▶ _TASK DESCRIPTION_
Each line in the records that mentions the word "STUGVÄGEN" needs to be listed.

▶ _DATA RECORDS_
=-=-=-=-=

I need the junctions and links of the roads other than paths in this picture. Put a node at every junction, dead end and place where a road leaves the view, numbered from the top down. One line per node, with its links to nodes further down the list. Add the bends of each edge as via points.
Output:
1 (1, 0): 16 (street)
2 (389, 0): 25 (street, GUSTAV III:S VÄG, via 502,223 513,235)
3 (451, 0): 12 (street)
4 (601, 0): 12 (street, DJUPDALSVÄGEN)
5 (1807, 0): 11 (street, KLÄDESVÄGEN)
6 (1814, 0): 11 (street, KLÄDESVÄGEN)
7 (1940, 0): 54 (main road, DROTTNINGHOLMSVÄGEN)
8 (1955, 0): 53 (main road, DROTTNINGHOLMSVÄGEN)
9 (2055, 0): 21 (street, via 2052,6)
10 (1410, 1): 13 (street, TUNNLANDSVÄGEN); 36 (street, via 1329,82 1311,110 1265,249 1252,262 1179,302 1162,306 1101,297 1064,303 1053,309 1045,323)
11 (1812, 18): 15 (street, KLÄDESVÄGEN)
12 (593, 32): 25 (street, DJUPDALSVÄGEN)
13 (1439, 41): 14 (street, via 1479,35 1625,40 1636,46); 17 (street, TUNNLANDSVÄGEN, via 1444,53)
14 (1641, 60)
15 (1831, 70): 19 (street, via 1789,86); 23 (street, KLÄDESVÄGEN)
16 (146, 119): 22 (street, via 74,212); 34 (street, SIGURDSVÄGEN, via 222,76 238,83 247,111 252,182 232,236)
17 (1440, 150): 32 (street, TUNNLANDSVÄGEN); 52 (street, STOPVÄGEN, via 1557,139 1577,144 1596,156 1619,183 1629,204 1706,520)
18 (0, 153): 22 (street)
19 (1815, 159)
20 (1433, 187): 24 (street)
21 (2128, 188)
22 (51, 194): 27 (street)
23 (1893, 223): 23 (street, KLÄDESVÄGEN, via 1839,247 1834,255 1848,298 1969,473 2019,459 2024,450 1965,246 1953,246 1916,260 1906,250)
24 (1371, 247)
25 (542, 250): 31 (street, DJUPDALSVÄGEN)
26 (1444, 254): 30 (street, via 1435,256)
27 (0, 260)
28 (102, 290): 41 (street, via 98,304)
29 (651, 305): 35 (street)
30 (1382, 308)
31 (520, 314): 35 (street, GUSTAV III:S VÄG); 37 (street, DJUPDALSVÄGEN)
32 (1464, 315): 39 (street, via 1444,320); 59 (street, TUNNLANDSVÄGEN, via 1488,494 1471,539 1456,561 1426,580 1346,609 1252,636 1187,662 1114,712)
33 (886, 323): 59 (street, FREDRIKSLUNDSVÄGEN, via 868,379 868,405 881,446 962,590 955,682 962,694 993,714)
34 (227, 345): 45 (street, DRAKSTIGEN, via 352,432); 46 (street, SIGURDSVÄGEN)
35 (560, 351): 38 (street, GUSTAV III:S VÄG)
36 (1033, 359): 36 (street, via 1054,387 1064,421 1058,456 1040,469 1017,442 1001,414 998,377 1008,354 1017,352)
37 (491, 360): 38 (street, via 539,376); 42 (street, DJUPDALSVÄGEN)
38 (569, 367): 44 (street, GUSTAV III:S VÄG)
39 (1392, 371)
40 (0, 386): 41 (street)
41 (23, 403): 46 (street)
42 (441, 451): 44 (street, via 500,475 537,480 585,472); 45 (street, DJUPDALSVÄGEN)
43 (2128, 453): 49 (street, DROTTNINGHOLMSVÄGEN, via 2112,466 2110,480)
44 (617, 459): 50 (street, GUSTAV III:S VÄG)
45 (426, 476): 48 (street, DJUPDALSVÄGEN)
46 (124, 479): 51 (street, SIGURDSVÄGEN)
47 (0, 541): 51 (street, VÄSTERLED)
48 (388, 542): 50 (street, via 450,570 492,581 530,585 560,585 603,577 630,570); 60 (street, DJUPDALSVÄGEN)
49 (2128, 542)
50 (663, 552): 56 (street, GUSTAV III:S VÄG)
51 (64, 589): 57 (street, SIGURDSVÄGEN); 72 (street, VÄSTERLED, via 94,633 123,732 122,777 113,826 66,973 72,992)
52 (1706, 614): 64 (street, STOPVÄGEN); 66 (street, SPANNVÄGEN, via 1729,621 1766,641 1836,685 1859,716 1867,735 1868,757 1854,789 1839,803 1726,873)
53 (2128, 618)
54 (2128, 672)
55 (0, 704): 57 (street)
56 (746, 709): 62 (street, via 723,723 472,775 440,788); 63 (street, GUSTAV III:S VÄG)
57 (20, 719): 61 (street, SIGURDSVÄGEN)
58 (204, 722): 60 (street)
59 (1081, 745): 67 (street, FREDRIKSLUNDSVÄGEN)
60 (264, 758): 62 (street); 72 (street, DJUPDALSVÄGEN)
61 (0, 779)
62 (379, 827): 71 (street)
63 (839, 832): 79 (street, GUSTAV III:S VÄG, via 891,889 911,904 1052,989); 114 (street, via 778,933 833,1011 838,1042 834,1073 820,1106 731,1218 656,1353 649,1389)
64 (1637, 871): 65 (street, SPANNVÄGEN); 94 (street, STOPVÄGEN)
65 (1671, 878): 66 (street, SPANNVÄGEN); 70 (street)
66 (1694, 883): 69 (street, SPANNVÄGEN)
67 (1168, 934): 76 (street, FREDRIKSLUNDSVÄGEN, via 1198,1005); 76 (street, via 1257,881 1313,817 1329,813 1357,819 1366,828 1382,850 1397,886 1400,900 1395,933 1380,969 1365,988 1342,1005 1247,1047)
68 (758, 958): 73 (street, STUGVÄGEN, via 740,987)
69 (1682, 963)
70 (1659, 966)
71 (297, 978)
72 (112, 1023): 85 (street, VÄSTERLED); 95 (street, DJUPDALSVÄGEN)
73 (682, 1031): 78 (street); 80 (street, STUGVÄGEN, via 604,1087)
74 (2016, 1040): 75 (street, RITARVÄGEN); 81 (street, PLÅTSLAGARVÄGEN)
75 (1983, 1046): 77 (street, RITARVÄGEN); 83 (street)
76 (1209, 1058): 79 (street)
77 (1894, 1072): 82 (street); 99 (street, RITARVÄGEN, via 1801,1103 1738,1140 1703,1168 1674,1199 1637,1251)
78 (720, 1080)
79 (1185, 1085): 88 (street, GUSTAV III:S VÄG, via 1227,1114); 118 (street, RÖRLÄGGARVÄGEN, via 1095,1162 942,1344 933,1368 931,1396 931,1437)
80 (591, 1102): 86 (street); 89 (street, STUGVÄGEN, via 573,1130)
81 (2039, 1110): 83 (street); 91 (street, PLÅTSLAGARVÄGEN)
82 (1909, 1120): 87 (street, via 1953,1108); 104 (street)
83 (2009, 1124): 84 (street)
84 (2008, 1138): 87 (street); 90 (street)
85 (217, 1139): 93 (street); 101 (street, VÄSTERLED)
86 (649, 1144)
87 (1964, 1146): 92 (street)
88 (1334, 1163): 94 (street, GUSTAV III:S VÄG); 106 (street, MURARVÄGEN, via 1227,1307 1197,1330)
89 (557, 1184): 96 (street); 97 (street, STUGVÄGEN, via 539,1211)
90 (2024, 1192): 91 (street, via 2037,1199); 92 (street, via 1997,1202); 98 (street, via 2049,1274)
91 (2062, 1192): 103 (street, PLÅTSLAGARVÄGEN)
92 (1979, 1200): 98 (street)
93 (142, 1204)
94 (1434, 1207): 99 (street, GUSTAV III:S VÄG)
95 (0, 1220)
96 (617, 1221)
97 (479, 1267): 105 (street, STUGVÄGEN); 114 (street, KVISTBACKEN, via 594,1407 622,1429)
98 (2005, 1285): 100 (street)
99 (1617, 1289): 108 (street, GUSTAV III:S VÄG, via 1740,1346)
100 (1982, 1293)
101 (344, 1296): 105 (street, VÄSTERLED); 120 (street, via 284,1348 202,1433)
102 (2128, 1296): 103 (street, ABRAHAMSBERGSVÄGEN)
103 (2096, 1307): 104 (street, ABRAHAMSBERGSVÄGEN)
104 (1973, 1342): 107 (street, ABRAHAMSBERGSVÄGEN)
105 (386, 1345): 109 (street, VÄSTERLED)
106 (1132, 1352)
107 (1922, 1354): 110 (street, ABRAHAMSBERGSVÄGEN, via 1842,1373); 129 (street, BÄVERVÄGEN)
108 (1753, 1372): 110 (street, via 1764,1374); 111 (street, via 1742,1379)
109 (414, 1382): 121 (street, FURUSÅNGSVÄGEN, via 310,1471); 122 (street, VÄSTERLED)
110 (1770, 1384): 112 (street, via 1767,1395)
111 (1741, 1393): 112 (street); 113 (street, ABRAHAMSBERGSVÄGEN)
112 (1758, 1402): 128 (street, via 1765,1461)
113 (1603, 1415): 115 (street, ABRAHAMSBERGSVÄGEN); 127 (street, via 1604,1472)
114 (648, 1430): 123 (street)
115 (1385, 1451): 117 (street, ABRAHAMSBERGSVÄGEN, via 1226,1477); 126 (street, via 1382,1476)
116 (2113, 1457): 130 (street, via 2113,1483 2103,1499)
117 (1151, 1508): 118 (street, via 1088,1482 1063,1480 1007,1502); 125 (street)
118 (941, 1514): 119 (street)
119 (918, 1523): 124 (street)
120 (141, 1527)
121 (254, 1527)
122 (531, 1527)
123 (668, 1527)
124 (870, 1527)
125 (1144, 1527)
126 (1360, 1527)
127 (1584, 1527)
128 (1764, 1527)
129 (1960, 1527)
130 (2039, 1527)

=-=-=-=-=

▶ _ANSWER_
68 (758, 958): 73 (street, STUGVÄGEN, via 740,987)
73 (682, 1031): 78 (street); 80 (street, STUGVÄGEN, via 604,1087)
80 (591, 1102): 86 (street); 89 (street, STUGVÄGEN, via 573,1130)
89 (557, 1184): 96 (street); 97 (street, STUGVÄGEN, via 539,1211)
97 (479, 1267): 105 (street, STUGVÄGEN); 114 (street, KVISTBACKEN, via 594,1407 622,1429)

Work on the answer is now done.